> **Material shown**

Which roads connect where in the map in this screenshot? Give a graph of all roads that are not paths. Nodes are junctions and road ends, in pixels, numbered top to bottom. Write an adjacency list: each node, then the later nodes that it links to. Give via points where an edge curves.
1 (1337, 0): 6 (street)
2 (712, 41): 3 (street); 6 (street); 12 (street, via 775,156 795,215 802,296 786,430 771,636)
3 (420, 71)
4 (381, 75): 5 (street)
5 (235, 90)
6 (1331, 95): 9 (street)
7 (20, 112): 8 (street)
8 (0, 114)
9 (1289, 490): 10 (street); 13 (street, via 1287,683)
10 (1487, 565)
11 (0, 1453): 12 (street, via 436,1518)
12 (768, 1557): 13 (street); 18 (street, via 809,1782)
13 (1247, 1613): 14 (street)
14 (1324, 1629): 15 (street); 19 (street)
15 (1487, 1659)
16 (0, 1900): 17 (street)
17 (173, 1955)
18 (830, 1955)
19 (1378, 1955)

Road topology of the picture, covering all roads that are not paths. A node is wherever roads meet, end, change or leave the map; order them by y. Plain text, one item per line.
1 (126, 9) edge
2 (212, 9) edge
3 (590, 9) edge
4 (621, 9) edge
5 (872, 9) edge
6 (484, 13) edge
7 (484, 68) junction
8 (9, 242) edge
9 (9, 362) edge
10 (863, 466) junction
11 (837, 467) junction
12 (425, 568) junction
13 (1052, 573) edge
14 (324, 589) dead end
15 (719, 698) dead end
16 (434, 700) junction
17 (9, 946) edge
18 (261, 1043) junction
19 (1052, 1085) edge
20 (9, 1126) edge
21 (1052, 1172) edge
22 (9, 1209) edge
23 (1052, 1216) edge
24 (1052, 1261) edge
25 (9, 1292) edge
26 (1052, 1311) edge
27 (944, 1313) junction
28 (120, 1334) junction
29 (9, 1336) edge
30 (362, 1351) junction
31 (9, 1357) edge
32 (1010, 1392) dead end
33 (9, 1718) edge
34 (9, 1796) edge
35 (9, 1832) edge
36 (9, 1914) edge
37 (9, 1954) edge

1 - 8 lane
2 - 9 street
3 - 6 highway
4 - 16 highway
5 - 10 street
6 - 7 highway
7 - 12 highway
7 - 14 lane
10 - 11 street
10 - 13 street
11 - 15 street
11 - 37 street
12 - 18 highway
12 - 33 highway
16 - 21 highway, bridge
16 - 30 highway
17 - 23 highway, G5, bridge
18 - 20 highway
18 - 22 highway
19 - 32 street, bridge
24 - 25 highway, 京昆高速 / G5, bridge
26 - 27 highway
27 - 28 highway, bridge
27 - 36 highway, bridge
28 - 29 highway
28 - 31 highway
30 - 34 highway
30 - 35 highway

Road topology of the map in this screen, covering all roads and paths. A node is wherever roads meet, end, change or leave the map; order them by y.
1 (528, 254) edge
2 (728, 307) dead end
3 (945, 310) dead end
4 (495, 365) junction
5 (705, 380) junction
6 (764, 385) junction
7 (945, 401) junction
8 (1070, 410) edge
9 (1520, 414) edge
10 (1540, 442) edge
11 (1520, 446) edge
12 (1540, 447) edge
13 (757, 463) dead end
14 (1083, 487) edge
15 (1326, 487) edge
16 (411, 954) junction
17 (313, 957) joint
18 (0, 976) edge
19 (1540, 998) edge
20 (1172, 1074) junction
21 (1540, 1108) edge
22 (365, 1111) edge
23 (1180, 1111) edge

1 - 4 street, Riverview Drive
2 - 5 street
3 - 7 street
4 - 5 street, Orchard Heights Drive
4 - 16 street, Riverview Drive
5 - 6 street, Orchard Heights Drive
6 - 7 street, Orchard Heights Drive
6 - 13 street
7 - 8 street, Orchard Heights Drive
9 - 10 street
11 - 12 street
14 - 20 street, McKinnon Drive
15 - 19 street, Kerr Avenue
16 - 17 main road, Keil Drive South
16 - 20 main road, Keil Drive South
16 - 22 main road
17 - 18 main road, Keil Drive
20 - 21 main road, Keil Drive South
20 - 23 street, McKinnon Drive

> **Work to be completed**
Could you reproduce every record exactly as it appears?

> **Result of this exercise**
Which roads connect where in the map in this screenshot? Give a graph of all roads that are not paths. Nodes are junctions and road ends, in pixels, numbered top to bottom. Write an adjacency list: each node, then the later nodes that it links to. Give via points where an edge curves.
1 (1337, 0): 6 (street)
2 (712, 41): 3 (street); 6 (street); 12 (street, via 775,156 795,215 802,296 786,430 771,636)
3 (420, 71)
4 (381, 75): 5 (street)
5 (235, 90)
6 (1331, 95): 9 (street)
7 (20, 112): 8 (street)
8 (0, 114)
9 (1289, 490): 10 (street); 13 (street, via 1287,683)
10 (1487, 565)
11 (0, 1453): 12 (street, via 436,1518)
12 (768, 1557): 13 (street); 18 (street, via 809,1782)
13 (1247, 1613): 14 (street)
14 (1324, 1629): 15 (street); 19 (street)
15 (1487, 1659)
16 (0, 1900): 17 (street)
17 (173, 1955)
18 (830, 1955)
19 (1378, 1955)

Road topology of the picture, covering all roads that are not paths. A node is wherever roads meet, end, change or leave the map; order them by y. Plain text, one item per line.
1 (126, 9) edge
2 (212, 9) edge
3 (590, 9) edge
4 (621, 9) edge
5 (872, 9) edge
6 (484, 13) edge
7 (484, 68) junction
8 (9, 242) edge
9 (9, 362) edge
10 (863, 466) junction
11 (837, 467) junction
12 (425, 568) junction
13 (1052, 573) edge
14 (324, 589) dead end
15 (719, 698) dead end
16 (434, 700) junction
17 (9, 946) edge
18 (261, 1043) junction
19 (1052, 1085) edge
20 (9, 1126) edge
21 (1052, 1172) edge
22 (9, 1209) edge
23 (1052, 1216) edge
24 (1052, 1261) edge
25 (9, 1292) edge
26 (1052, 1311) edge
27 (944, 1313) junction
28 (120, 1334) junction
29 (9, 1336) edge
30 (362, 1351) junction
31 (9, 1357) edge
32 (1010, 1392) dead end
33 (9, 1718) edge
34 (9, 1796) edge
35 (9, 1832) edge
36 (9, 1914) edge
37 (9, 1954) edge

1 - 8 lane
2 - 9 street
3 - 6 highway
4 - 16 highway
5 - 10 street
6 - 7 highway
7 - 12 highway
7 - 14 lane
10 - 11 street
10 - 13 street
11 - 15 street
11 - 37 street
12 - 18 highway
12 - 33 highway
16 - 21 highway, bridge
16 - 30 highway
17 - 23 highway, G5, bridge
18 - 20 highway
18 - 22 highway
19 - 32 street, bridge
24 - 25 highway, 京昆高速 / G5, bridge
26 - 27 highway
27 - 28 highway, bridge
27 - 36 highway, bridge
28 - 29 highway
28 - 31 highway
30 - 34 highway
30 - 35 highway

Road topology of the map in this screen, covering all roads and paths. A node is wherever roads meet, end, change or leave the map; order them by y.
1 (528, 254) edge
2 (728, 307) dead end
3 (945, 310) dead end
4 (495, 365) junction
5 (705, 380) junction
6 (764, 385) junction
7 (945, 401) junction
8 (1070, 410) edge
9 (1520, 414) edge
10 (1540, 442) edge
11 (1520, 446) edge
12 (1540, 447) edge
13 (757, 463) dead end
14 (1083, 487) edge
15 (1326, 487) edge
16 (411, 954) junction
17 (313, 957) joint
18 (0, 976) edge
19 (1540, 998) edge
20 (1172, 1074) junction
21 (1540, 1108) edge
22 (365, 1111) edge
23 (1180, 1111) edge

1 - 4 street, Riverview Drive
2 - 5 street
3 - 7 street
4 - 5 street, Orchard Heights Drive
4 - 16 street, Riverview Drive
5 - 6 street, Orchard Heights Drive
6 - 7 street, Orchard Heights Drive
6 - 13 street
7 - 8 street, Orchard Heights Drive
9 - 10 street
11 - 12 street
14 - 20 street, McKinnon Drive
15 - 19 street, Kerr Avenue
16 - 17 main road, Keil Drive South
16 - 20 main road, Keil Drive South
16 - 22 main road
17 - 18 main road, Keil Drive
20 - 21 main road, Keil Drive South
20 - 23 street, McKinnon Drive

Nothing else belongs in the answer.